■ Task item ■
Scan the listing below for lines with the word "Gang". Report how many there are, as a number alone.
(Material for the task)
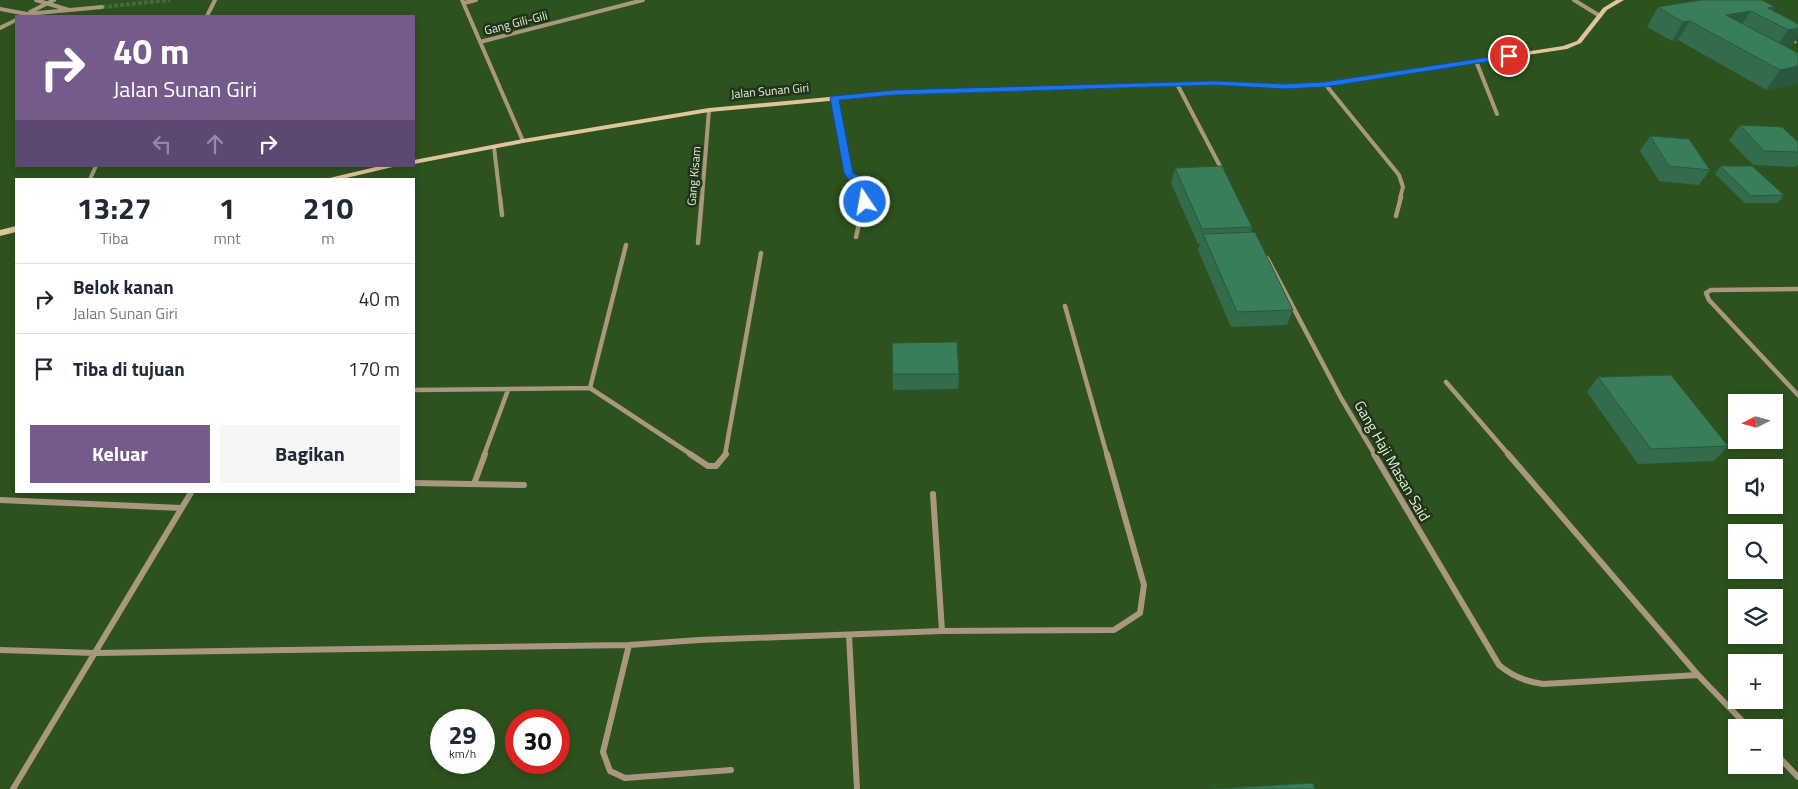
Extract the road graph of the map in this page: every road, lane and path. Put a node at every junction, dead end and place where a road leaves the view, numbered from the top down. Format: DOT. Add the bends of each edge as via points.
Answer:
graph roads {
  1 [pos="36,0"];
  2 [pos="54,0"];
  3 [pos="215,0"];
  4 [pos="476,0"];
  5 [pos="643,0"];
  6 [pos="1574,0"];
  7 [pos="1621,0"];
  8 [pos="463,2"];
  9 [pos="49,3"];
  10 [pos="102,7"];
  11 [pos="0,9"];
  12 [pos="70,10"];
  13 [pos="25,15"];
  14 [pos="207,15"];
  15 [pos="1600,16"];
  16 [pos="15,20"];
  17 [pos="0,28"];
  18 [pos="1790,39"];
  19 [pos="480,42"];
  20 [pos="1798,44"];
  21 [pos="1476,61"];
  22 [pos="1177,84"];
  23 [pos="1325,84"];
  24 [pos="834,98"];
  25 [pos="709,110"];
  26 [pos="1497,114"];
  27 [pos="523,141"];
  28 [pos="494,147"];
  29 [pos="415,162"];
  30 [pos="388,167"];
  31 [pos="334,178"];
  32 [pos="1227,180"];
  33 [pos="502,215"];
  34 [pos="1396,216"];
  35 [pos="15,230"];
  36 [pos="0,233"];
  37 [pos="856,237"];
  38 [pos="698,243"];
  39 [pos="626,245"];
  40 [pos="1263,250"];
  41 [pos="761,252"];
  42 [pos="1798,289"];
  43 [pos="1065,306"];
  44 [pos="1446,382"];
  45 [pos="590,388"];
  46 [pos="415,390"];
  47 [pos="508,390"];
  48 [pos="1798,395"];
  49 [pos="415,483"];
  50 [pos="474,484"];
  51 [pos="524,485"];
  52 [pos="191,493"];
  53 [pos="932,494"];
  54 [pos="0,500"];
  55 [pos="182,508"];
  56 [pos="942,631"];
  57 [pos="849,635"];
  58 [pos="630,645"];
  59 [pos="0,650"];
  60 [pos="94,653"];
  61 [pos="1698,676"];
  62 [pos="1740,719"];
  63 [pos="1783,761"];
  64 [pos="732,770"];
  65 [pos="1798,777"];
  66 [pos="13,789"];
  67 [pos="856,789"];
  1 -- 9 [label="street"];
  2 -- 9 [label="street"];
  3 -- 14 [label="street"];
  4 -- 8 [label="street"];
  5 -- 19 [label="street, Gang Gili-Gili"];
  6 -- 15 [label="street"];
  7 -- 15 [label="street, Jalan Sunan Giri" via="1605,9"];
  8 -- 19 [label="street"];
  9 -- 12 [label="street"];
  9 -- 13 [label="street"];
  10 -- 12 [label="street"];
  11 -- 13 [label="street"];
  12 -- 13 [label="street"];
  15 -- 21 [label="street, Jalan Sunan Giri" via="1579,42 1565,48"];
  16 -- 17 [label="street"];
  18 -- 20 [label="path"];
  19 -- 27 [label="street"];
  21 -- 23 [label="street, Jalan Sunan Giri"];
  21 -- 26 [label="street"];
  22 -- 23 [label="street, Jalan Sunan Giri"];
  22 -- 24 [label="street, Jalan Sunan Giri" via="894,93"];
  22 -- 32 [label="street"];
  23 -- 34 [label="street" via="1399,175 1404,187"];
  24 -- 25 [label="street, Jalan Sunan Giri"];
  24 -- 37 [label="street" via="848,173 864,184 865,202"];
  25 -- 27 [label="street, Jalan Sunan Giri"];
  25 -- 38 [label="street, Gang Kisam"];
  27 -- 28 [label="street, Jalan Sunan Giri"];
  28 -- 29 [label="street, Jalan Sunan Giri"];
  28 -- 33 [label="street"];
  30 -- 31 [label="street"];
  35 -- 36 [label="street"];
  39 -- 45 [label="street"];
  40 -- 61 [label="street, Gang Haji Masan Said" via="1341,398 1499,665 1534,684"];
  41 -- 45 [label="street" via="725,457 716,466 708,466"];
  42 -- 48 [label="street" via="1711,290 1706,293"];
  43 -- 56 [label="street" via="1144,585 1140,613 1114,630"];
  44 -- 61 [label="street"];
  45 -- 47 [label="street"];
  46 -- 47 [label="street"];
  47 -- 50 [label="street"];
  49 -- 50 [label="street"];
  50 -- 51 [label="street"];
  52 -- 55 [label="street"];
  53 -- 56 [label="street"];
  54 -- 55 [label="street"];
  55 -- 60 [label="street"];
  56 -- 57 [label="street"];
  57 -- 58 [label="street"];
  57 -- 67 [label="street"];
  58 -- 60 [label="street"];
  58 -- 64 [label="street" via="603,752 610,771 624,778"];
  59 -- 60 [label="street"];
  60 -- 66 [label="street"];
  61 -- 62 [label="street"];
  63 -- 65 [label="street"];
}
(End Material for the task)
■ Written reply ■
3